Robin Day Up to then, the interviewing of politicians by broadcasters was a tortuously polite affair: questioning ministers was seen as the prerogative of parliament, and the BBC felt straitjacketed by its requirement to be non-partisan. Interviewers generally restricted themselves to asking politicians if they had anything of interest to say to the nation.

Day quickly made waves. In 1956, he asked Harry Truman if he regretted dropping the atomic bomb. The next year, he interviewed Colonel Nasser in Cairo and pressed him on whether he accepted the existence of Israel.

But the forensic, domestic political interview truly came of age on February 23 1958, when Day interviewed prime minister Harold Macmillan. After checking with Cox, Day decided to delve into a subject all the newspapers were speculating about – whether the foreign secretary, who had been under steady fire from Labour MPs following his role in the Suez crisis, was about to be sacked. “What do you say, prime minister,” Day began, “to the criticism which has been made, especially in Conservative newspapers, about Mr Selwyn Lloyd, the foreign secretary?”
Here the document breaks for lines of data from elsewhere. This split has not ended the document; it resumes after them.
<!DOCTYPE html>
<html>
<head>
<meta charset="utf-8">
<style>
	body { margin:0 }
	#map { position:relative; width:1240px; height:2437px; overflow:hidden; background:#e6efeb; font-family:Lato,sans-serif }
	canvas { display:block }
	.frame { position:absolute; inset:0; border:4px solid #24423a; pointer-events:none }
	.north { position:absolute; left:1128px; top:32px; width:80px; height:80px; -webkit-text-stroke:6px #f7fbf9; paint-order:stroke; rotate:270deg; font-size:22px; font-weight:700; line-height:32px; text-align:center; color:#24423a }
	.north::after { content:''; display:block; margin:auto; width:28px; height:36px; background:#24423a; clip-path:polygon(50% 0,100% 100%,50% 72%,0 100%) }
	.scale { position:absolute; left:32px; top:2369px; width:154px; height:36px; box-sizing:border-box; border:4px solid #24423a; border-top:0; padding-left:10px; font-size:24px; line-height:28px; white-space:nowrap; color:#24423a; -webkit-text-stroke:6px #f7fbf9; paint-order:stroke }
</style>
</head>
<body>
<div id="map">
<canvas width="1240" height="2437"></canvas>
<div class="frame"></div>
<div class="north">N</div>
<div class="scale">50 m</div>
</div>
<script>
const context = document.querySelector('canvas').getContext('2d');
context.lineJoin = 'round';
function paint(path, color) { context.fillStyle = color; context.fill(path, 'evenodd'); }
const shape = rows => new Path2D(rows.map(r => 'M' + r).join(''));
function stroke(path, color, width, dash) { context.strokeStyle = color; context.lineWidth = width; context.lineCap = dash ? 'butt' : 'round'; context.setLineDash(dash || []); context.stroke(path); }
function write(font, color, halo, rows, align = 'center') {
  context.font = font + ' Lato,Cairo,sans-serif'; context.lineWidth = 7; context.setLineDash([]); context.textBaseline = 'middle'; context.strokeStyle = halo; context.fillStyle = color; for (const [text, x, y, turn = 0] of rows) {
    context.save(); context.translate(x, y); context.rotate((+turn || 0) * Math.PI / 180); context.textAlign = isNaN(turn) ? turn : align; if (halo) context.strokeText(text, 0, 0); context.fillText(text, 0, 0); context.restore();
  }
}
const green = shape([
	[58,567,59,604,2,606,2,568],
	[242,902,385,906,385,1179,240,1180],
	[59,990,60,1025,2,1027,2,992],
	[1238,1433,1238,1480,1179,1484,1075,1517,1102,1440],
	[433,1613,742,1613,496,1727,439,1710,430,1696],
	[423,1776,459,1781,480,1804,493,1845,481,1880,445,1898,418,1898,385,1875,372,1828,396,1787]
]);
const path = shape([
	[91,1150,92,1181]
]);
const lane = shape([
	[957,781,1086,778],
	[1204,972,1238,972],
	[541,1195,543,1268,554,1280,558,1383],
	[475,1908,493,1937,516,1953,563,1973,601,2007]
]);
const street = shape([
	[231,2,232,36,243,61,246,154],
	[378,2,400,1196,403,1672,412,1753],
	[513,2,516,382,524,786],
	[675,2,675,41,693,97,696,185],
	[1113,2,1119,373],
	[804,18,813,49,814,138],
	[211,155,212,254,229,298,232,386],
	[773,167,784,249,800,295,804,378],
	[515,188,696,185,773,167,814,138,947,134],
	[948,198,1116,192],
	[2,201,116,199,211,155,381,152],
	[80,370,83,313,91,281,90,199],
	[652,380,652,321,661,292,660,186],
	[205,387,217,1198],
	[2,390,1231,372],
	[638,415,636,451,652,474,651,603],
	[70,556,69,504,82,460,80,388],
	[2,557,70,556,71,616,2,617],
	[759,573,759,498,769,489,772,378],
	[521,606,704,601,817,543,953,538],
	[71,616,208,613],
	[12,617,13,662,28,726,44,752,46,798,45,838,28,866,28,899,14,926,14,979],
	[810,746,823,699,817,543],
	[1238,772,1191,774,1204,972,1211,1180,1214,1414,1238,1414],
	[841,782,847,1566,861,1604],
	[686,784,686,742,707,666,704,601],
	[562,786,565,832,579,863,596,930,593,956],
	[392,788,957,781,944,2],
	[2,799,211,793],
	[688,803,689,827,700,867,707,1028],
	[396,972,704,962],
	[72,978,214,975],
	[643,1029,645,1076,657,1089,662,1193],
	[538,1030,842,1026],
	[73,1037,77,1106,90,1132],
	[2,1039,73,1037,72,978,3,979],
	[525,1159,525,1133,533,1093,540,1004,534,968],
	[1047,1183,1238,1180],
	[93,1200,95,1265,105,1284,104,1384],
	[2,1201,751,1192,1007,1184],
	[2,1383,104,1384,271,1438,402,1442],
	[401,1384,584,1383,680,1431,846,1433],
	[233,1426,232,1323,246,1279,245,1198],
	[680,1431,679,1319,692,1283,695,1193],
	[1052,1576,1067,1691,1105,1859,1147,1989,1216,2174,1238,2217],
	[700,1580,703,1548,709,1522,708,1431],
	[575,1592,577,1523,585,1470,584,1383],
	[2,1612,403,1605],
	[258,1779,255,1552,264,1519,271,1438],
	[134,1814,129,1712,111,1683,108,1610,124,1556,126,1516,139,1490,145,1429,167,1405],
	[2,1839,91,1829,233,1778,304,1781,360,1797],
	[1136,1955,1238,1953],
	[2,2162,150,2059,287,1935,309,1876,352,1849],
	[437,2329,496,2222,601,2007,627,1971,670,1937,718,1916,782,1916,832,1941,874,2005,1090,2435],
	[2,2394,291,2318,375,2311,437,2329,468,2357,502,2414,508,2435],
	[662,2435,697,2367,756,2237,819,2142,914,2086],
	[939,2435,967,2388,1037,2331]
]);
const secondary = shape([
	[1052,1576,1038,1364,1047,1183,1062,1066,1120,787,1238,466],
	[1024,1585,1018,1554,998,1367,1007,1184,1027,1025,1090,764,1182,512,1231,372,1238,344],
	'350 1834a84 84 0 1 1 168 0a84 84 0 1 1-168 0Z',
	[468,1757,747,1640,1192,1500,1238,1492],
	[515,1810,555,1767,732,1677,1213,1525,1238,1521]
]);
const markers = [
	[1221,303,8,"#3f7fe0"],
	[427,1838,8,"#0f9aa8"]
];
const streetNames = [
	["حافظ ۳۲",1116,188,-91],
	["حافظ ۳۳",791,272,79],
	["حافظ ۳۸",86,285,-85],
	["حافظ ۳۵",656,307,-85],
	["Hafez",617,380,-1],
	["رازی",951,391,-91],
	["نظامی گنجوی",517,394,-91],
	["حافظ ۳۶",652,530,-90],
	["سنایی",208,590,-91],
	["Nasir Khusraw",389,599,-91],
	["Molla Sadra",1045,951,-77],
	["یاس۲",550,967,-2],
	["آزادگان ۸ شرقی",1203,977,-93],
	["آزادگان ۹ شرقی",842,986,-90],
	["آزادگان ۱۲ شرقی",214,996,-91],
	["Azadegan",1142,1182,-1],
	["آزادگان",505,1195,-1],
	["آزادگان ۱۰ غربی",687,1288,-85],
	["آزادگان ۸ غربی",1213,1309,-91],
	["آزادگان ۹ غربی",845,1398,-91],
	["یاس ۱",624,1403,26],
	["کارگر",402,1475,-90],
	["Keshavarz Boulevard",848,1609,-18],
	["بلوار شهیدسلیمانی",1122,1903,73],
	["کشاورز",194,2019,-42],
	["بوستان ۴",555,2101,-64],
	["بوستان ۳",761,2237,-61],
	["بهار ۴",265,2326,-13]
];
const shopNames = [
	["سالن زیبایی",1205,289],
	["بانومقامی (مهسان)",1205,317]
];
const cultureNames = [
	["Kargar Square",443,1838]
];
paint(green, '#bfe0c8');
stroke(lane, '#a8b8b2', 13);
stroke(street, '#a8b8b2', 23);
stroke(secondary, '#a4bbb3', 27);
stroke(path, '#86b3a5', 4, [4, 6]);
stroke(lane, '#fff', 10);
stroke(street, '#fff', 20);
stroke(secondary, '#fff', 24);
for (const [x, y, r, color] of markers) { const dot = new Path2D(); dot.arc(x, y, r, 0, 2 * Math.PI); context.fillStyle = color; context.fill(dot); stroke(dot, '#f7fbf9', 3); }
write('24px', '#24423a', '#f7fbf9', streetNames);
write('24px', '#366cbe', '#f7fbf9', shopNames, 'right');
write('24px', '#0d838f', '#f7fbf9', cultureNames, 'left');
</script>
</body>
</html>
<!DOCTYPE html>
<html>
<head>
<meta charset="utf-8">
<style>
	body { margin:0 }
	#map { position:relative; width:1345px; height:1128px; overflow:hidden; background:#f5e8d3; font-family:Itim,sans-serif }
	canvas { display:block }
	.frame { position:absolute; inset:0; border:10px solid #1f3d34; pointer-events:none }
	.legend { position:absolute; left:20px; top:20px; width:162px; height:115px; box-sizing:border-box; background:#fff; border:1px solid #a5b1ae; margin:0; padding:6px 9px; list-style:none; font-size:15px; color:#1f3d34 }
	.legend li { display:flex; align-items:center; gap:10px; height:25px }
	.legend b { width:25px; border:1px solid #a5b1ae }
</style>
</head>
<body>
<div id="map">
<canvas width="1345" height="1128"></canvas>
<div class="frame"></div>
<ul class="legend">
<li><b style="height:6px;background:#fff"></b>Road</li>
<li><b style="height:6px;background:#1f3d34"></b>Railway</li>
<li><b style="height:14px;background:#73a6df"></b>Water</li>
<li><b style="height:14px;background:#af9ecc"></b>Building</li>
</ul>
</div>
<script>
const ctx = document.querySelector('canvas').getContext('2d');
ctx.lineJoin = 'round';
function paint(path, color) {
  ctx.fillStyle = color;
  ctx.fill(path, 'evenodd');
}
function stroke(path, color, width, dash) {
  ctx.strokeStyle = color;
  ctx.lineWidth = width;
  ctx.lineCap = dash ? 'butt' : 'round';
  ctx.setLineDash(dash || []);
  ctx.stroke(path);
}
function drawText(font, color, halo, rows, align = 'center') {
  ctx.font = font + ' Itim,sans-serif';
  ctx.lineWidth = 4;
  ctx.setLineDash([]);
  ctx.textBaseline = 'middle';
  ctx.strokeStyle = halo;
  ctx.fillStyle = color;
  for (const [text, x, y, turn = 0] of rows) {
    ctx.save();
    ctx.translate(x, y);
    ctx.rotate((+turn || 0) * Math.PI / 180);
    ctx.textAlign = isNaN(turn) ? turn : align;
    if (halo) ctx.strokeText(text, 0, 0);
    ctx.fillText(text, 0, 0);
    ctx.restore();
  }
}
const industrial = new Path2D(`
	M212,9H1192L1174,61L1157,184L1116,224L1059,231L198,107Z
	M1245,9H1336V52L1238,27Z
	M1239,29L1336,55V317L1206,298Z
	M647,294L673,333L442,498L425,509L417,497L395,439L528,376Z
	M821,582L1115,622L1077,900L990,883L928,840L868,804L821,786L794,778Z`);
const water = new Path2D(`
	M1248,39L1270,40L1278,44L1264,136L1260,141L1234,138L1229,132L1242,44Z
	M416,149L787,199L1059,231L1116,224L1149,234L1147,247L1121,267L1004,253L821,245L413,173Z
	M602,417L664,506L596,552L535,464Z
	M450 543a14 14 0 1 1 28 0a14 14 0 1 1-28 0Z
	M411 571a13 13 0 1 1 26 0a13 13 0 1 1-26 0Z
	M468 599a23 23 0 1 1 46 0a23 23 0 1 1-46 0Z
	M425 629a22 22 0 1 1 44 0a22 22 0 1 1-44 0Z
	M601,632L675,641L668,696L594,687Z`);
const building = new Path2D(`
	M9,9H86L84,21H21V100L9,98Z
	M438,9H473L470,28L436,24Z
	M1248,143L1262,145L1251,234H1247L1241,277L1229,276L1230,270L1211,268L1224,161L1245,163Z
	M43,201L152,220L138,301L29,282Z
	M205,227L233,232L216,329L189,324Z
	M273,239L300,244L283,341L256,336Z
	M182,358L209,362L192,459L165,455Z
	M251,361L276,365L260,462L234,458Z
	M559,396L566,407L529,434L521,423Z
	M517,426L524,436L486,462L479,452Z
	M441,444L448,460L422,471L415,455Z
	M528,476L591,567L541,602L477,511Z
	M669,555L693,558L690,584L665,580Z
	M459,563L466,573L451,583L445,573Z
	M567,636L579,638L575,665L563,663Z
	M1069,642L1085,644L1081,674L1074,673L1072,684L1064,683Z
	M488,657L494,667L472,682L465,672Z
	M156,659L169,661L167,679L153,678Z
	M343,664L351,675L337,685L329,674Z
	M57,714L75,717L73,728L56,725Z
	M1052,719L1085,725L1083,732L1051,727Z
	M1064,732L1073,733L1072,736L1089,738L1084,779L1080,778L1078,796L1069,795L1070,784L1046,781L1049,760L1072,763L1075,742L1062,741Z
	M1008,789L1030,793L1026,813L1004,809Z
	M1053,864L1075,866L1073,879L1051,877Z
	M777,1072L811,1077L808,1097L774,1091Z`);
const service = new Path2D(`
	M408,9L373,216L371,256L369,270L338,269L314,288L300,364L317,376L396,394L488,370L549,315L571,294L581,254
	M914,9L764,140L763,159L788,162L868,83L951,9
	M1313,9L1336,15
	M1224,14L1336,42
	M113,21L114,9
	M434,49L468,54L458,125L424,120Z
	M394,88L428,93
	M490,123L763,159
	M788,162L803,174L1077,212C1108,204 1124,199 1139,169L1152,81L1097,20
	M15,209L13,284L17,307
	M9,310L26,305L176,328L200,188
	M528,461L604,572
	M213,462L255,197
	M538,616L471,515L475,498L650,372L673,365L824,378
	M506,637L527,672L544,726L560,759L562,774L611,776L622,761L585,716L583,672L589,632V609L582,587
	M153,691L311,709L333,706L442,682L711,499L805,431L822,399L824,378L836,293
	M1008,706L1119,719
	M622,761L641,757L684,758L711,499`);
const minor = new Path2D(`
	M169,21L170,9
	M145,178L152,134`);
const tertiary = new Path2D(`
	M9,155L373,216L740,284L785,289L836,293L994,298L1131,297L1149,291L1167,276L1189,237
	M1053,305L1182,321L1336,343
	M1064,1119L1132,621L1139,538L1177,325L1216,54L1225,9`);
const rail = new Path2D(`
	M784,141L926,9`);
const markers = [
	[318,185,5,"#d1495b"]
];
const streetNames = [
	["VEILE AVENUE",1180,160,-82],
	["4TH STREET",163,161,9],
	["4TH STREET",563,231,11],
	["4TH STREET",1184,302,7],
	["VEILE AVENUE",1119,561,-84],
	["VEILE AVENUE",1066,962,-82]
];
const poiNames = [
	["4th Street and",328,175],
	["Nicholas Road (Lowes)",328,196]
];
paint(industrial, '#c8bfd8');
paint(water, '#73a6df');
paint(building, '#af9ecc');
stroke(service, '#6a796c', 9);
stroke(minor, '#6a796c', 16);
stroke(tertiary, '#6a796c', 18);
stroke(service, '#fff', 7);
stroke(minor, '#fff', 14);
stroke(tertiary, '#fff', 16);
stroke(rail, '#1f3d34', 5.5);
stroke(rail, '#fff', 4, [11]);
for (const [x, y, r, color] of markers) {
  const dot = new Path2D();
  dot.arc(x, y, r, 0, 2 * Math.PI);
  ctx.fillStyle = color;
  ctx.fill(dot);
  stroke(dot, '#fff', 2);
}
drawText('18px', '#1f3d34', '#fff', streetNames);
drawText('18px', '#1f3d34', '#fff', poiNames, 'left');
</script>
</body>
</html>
Macmillan replied: “I do not intend to make a change simply as a result of pressure. I do not believe that is wise. It is not in accordance with my view of loyalty.”

Today, in the age of Jeremy Paxman and John Humphrys, Day’s style seems courteous, even courtly. But it caused a stir at the time. The Observer worried that television might usurp parliament. The Daily Telegraph wondered “who is to draw the line at which the effort to entertain stops”. And the Daily Mirror’s Cassandra fumed that “the idiot’s lantern is getting too big for its ugly gleam”.

But coming between the Suez crisis and the early 1960s satire boom, Day’s line of questioning caught the less deferential mood of the times – and ushered in an era when the televised interview would become not just a key part of the political process in Britain, but also much more entertaining.